## EXERCISE DETAILS
Keyword search on "BROAD": report each line of the records that contains it.
=== Section Start ===
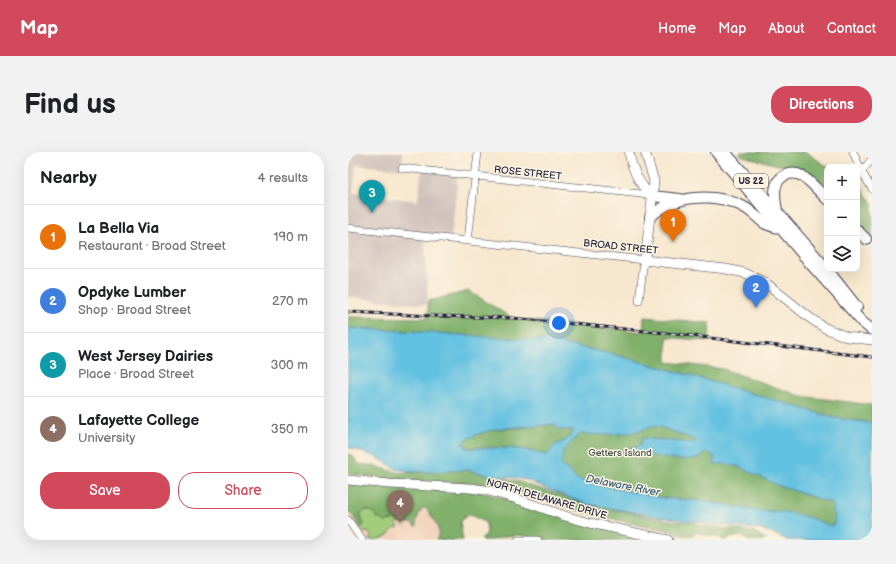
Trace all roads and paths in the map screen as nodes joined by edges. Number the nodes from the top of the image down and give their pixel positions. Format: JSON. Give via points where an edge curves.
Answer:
{"nodes":[{"id":1,"x":478,"y":152,"type":"edge"},
{"id":2,"x":629,"y":152,"type":"edge"},
{"id":3,"x":645,"y":152,"type":"edge"},
{"id":4,"x":716,"y":152,"type":"edge"},
{"id":5,"x":725,"y":152,"type":"edge"},
{"id":6,"x":853,"y":152,"type":"edge"},
{"id":7,"x":872,"y":159,"type":"edge"},
{"id":8,"x":402,"y":168,"type":"dead end"},
{"id":9,"x":862,"y":171,"type":"junction"},
{"id":10,"x":475,"y":176,"type":"junction"},
{"id":11,"x":872,"y":189,"type":"edge"},
{"id":12,"x":652,"y":196,"type":"junction"},
{"id":13,"x":824,"y":197,"type":"edge"},
{"id":14,"x":683,"y":200,"type":"junction"},
{"id":15,"x":777,"y":211,"type":"junction"},
{"id":16,"x":650,"y":217,"type":"junction"},
{"id":17,"x":348,"y":228,"type":"edge"},
{"id":18,"x":781,"y":229,"type":"junction"},
{"id":19,"x":860,"y":233,"type":"edge"},
{"id":20,"x":468,"y":241,"type":"junction"},
{"id":21,"x":869,"y":242,"type":"edge"},
{"id":22,"x":644,"y":260,"type":"junction"},
{"id":23,"x":824,"y":266,"type":"edge"},
{"id":24,"x":829,"y":272,"type":"edge"},
{"id":25,"x":639,"y":301,"type":"dead end"},
{"id":26,"x":872,"y":330,"type":"edge"},
{"id":27,"x":872,"y":340,"type":"edge"},
{"id":28,"x":348,"y":480,"type":"edge"},
{"id":29,"x":348,"y":520,"type":"edge"},
{"id":30,"x":362,"y":540,"type":"edge"},
{"id":31,"x":518,"y":540,"type":"edge"},
{"id":32,"x":538,"y":540,"type":"edge"},
{"id":33,"x":668,"y":540,"type":"edge"}],
"edges":[{"from":1,"to":10,"type":"street"},
{"from":2,"to":12,"type":"main road","via":[[636,175]]},
{"from":3,"to":12,"type":"main road","via":[[654,178]]},
{"from":4,"to":18,"type":"highway","number":"US 22"},
{"from":5,"to":15,"type":"highway","number":"US 22"},
{"from":6,"to":9,"type":"street"},
{"from":7,"to":9,"type":"street"},
{"from":8,"to":10,"type":"street","name":"ROSE STREET"},
{"from":9,"to":11,"type":"street"},
{"from":10,"to":12,"type":"street","name":"ROSE STREET"},
{"from":10,"to":20,"type":"street"},
{"from":12,"to":14,"type":"highway"},
{"from":12,"to":16,"type":"main road"},
{"from":13,"to":15,"type":"highway","via":[[805,178],[791,174],[781,178],[776,185],[774,194]]},
{"from":14,"to":16,"type":"highway","via":[[658,210]]},
{"from":14,"to":18,"type":"highway","via":[[707,198],[726,201],[744,207],[764,223]]},
{"from":15,"to":23,"type":"highway","number":"US 22"},
{"from":16,"to":22,"type":"main road"},
{"from":17,"to":20,"type":"street","name":"BROAD STREET"},
{"from":18,"to":26,"type":"highway","number":"US 22","via":[[862,322]]},
{"from":19,"to":21,"type":"highway"},
{"from":20,"to":22,"type":"street","name":"BROAD STREET"},
{"from":22,"to":25,"type":"street"},
{"from":22,"to":27,"type":"main road","name":"BROAD STREET","via":[[726,269],[750,275],[771,287],[825,328],[847,337]]},
{"from":24,"to":26,"type":"highway","number":"US 22"},
{"from":28,"to":33,"type":"main road","name":"NORTH DELAWARE DRIVE","via":[[485,490],[590,523]]},
{"from":29,"to":30,"type":"street"},
{"from":31,"to":32,"type":"street"}]}
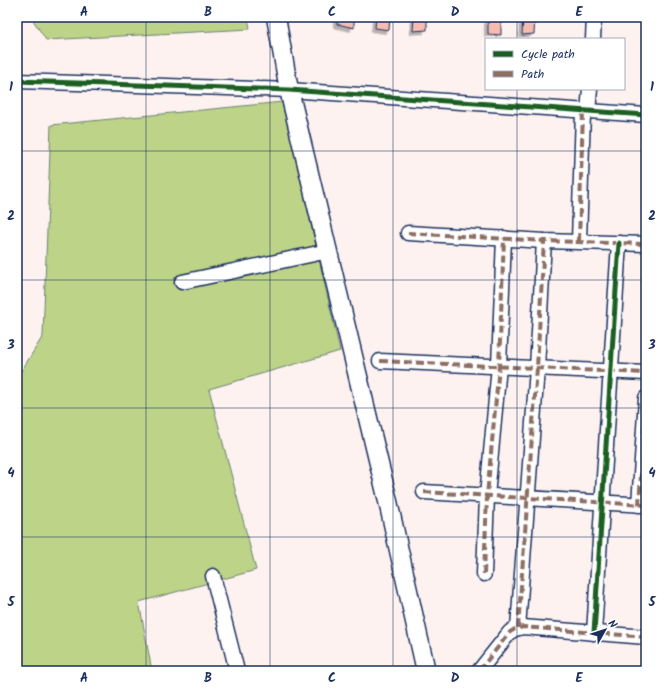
=== Section End ===
## REPLY
{"from":17,"to":20,"type":"street","name":"BROAD STREET"},
{"from":20,"to":22,"type":"street","name":"BROAD STREET"},
{"from":22,"to":27,"type":"main road","name":"BROAD STREET","via":[[726,269],[750,275],[771,287],[825,328],[847,337]]},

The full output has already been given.